=== Section Start ===
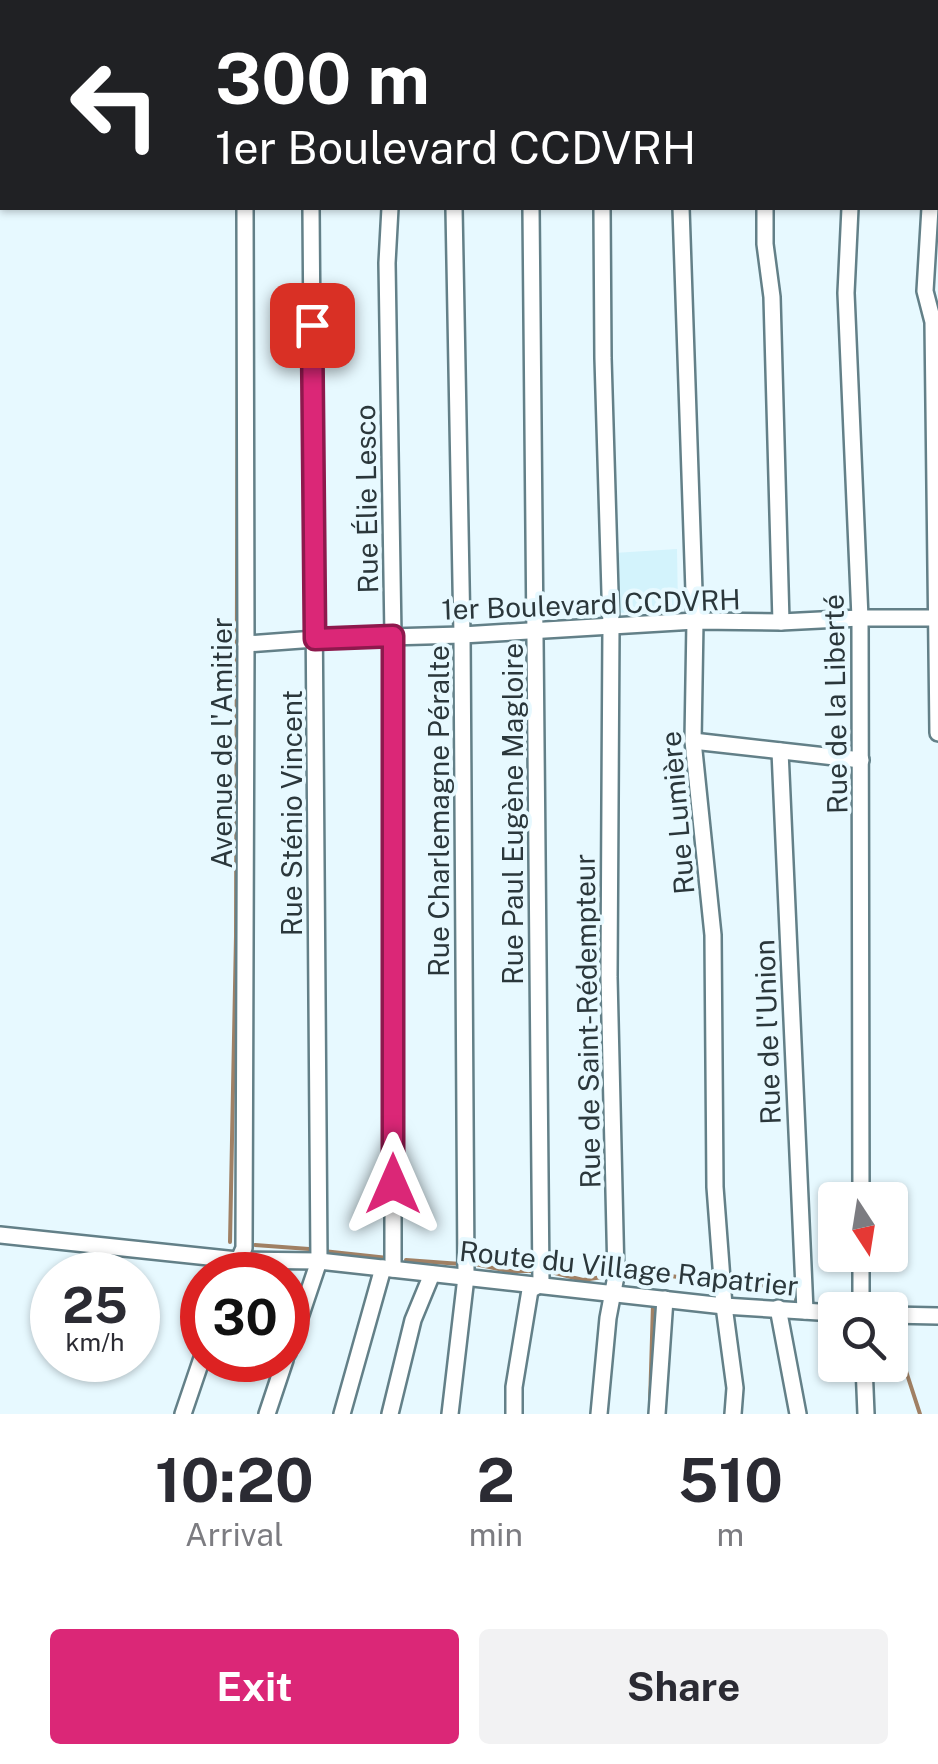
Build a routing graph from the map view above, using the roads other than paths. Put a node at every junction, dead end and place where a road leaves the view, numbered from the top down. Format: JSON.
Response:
{"nodes":[{"id":1,"x":245,"y":210,"type":"edge"},
{"id":2,"x":311,"y":210,"type":"edge"},
{"id":3,"x":390,"y":210,"type":"edge"},
{"id":4,"x":454,"y":210,"type":"edge"},
{"id":5,"x":530,"y":210,"type":"edge"},
{"id":6,"x":602,"y":210,"type":"edge"},
{"id":7,"x":681,"y":210,"type":"edge"},
{"id":8,"x":766,"y":210,"type":"edge"},
{"id":9,"x":850,"y":210,"type":"edge"},
{"id":10,"x":930,"y":210,"type":"edge"},
{"id":11,"x":860,"y":618,"type":"junction"},
{"id":12,"x":937,"y":618,"type":"edge"},
{"id":13,"x":695,"y":622,"type":"junction"},
{"id":14,"x":782,"y":622,"type":"junction"},
{"id":15,"x":611,"y":626,"type":"junction"},
{"id":16,"x":536,"y":631,"type":"junction"},
{"id":17,"x":393,"y":636,"type":"junction"},
{"id":18,"x":462,"y":636,"type":"junction"},
{"id":19,"x":315,"y":639,"type":"junction"},
{"id":20,"x":246,"y":644,"type":"junction"},
{"id":21,"x":938,"y":733,"type":"edge"},
{"id":22,"x":693,"y":742,"type":"junction"},
{"id":23,"x":780,"y":751,"type":"junction"},
{"id":24,"x":861,"y":760,"type":"junction"},
{"id":25,"x":861,"y":1182,"type":"edge"},
{"id":26,"x":0,"y":1235,"type":"edge"},
{"id":27,"x":242,"y":1252,"type":"edge"},
{"id":28,"x":180,"y":1260,"type":"edge"},
{"id":29,"x":318,"y":1261,"type":"junction"},
{"id":30,"x":310,"y":1262,"type":"edge"},
{"id":31,"x":388,"y":1269,"type":"junction"},
{"id":32,"x":432,"y":1274,"type":"junction"},
{"id":33,"x":466,"y":1277,"type":"junction"},
{"id":34,"x":541,"y":1284,"type":"junction"},
{"id":35,"x":310,"y":1285,"type":"edge"},
{"id":36,"x":612,"y":1294,"type":"junction"},
{"id":37,"x":665,"y":1299,"type":"junction"},
{"id":38,"x":724,"y":1306,"type":"junction"},
{"id":39,"x":778,"y":1308,"type":"junction"},
{"id":40,"x":805,"y":1310,"type":"junction"},
{"id":41,"x":818,"y":1311,"type":"edge"},
{"id":42,"x":908,"y":1315,"type":"edge"},
{"id":43,"x":938,"y":1316,"type":"edge"},
{"id":44,"x":194,"y":1382,"type":"edge"},
{"id":45,"x":278,"y":1382,"type":"edge"},
{"id":46,"x":865,"y":1382,"type":"edge"},
{"id":47,"x":183,"y":1414,"type":"edge"},
{"id":48,"x":267,"y":1414,"type":"edge"},
{"id":49,"x":342,"y":1414,"type":"edge"},
{"id":50,"x":390,"y":1414,"type":"edge"},
{"id":51,"x":450,"y":1414,"type":"edge"},
{"id":52,"x":514,"y":1414,"type":"edge"},
{"id":53,"x":599,"y":1414,"type":"edge"},
{"id":54,"x":657,"y":1414,"type":"edge"},
{"id":55,"x":733,"y":1414,"type":"edge"},
{"id":56,"x":798,"y":1414,"type":"edge"},
{"id":57,"x":866,"y":1414,"type":"edge"}],
"edges":[{"from":1,"to":20,"type":"street","name":"Avenue de l'Amitier"},
{"from":2,"to":19,"type":"street","name":"Rue Sténio Vincent"},
{"from":3,"to":17,"type":"street","name":"Rue Élie Lesco"},
{"from":4,"to":18,"type":"street","name":"Rue Charlemagne Péralte"},
{"from":5,"to":16,"type":"street","name":"Rue Paul Eugène Magloire"},
{"from":6,"to":15,"type":"street","name":"Rue de Saint-Rédempteur"},
{"from":7,"to":13,"type":"street","name":"Rue Lumière"},
{"from":8,"to":14,"type":"street"},
{"from":9,"to":11,"type":"street","name":"Rue de la Liberté"},
{"from":10,"to":12,"type":"street"},
{"from":11,"to":12,"type":"street","name":"1er Boulevard CCDVRH"},
{"from":11,"to":14,"type":"street","name":"1er Boulevard CCDVRH"},
{"from":11,"to":24,"type":"street","name":"Rue de la Liberté"},
{"from":12,"to":21,"type":"street"},
{"from":13,"to":14,"type":"street","name":"1er Boulevard CCDVRH"},
{"from":13,"to":15,"type":"street","name":"1er Boulevard CCDVRH"},
{"from":13,"to":22,"type":"street","name":"Rue Lumière"},
{"from":15,"to":16,"type":"street","name":"1er Boulevard CCDVRH"},
{"from":15,"to":36,"type":"street","name":"Rue de Saint-Rédempteur"},
{"from":16,"to":18,"type":"street","name":"1er Boulevard CCDVRH"},
{"from":16,"to":34,"type":"street","name":"Rue Paul Eugène Magloire"},
{"from":17,"to":18,"type":"street","name":"1er Boulevard CCDVRH"},
{"from":17,"to":19,"type":"street","name":"1er Boulevard CCDVRH"},
{"from":17,"to":31,"type":"street","name":"Rue Élie Lesco"},
{"from":18,"to":33,"type":"street","name":"Rue Charlemagne Péralte"},
{"from":19,"to":20,"type":"street","name":"1er Boulevard CCDVRH"},
{"from":19,"to":29,"type":"street","name":"Rue Sténio Vincent"},
{"from":20,"to":27,"type":"street","name":"Avenue de l'Amitier"},
{"from":22,"to":23,"type":"street"},
{"from":22,"to":38,"type":"street","name":"Rue Lumière"},
{"from":23,"to":24,"type":"street"},
{"from":23,"to":40,"type":"street","name":"Rue de l'Union"},
{"from":24,"to":25,"type":"street","name":"Rue de la Liberté"},
{"from":26,"to":28,"type":"street","name":"Route du Village Rapatrier"},
{"from":29,"to":30,"type":"street","name":"Route du Village Rapatrier"},
{"from":29,"to":31,"type":"street","name":"Route du Village Rapatrier"},
{"from":29,"to":35,"type":"street","name":"Rue Sténio Vincent"},
{"from":31,"to":32,"type":"street","name":"Route du Village Rapatrier"},
{"from":31,"to":49,"type":"street","name":"Rue Élie Lesco"},
{"from":32,"to":33,"type":"street","name":"Route du Village Rapatrier"},
{"from":32,"to":50,"type":"street"},
{"from":33,"to":34,"type":"street","name":"Route du Village Rapatrier"},
{"from":33,"to":51,"type":"street","name":"Rue Charlemagne Péralte"},
{"from":34,"to":36,"type":"street","name":"Route du Village Rapatrier"},
{"from":34,"to":52,"type":"street","name":"Rue Paul Eugène Magloire"},
{"from":36,"to":37,"type":"street","name":"Route du Village Rapatrier"},
{"from":36,"to":53,"type":"street","name":"Rue de Saint-Rédempteur"},
{"from":37,"to":38,"type":"street","name":"Route du Village Rapatrier"},
{"from":37,"to":54,"type":"street"},
{"from":38,"to":39,"type":"street","name":"Route du Village Rapatrier"},
{"from":38,"to":55,"type":"street","name":"Rue Lumière"},
{"from":39,"to":40,"type":"street","name":"Route du Village Rapatrier"},
{"from":39,"to":56,"type":"street"},
{"from":40,"to":41,"type":"street","name":"Route du Village Rapatrier"},
{"from":42,"to":43,"type":"street"},
{"from":44,"to":47,"type":"street"},
{"from":45,"to":48,"type":"street","name":"Rue Sténio Vincent"},
{"from":46,"to":57,"type":"street"}]}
=== Section End ===
> **Your goal**: The answer consists of the lines above that include the word "Magloire", each copied exactly.

> **Output of the exercise**:
{"from":5,"to":16,"type":"street","name":"Rue Paul Eugène Magloire"},
{"from":16,"to":34,"type":"street","name":"Rue Paul Eugène Magloire"},
{"from":34,"to":52,"type":"street","name":"Rue Paul Eugène Magloire"},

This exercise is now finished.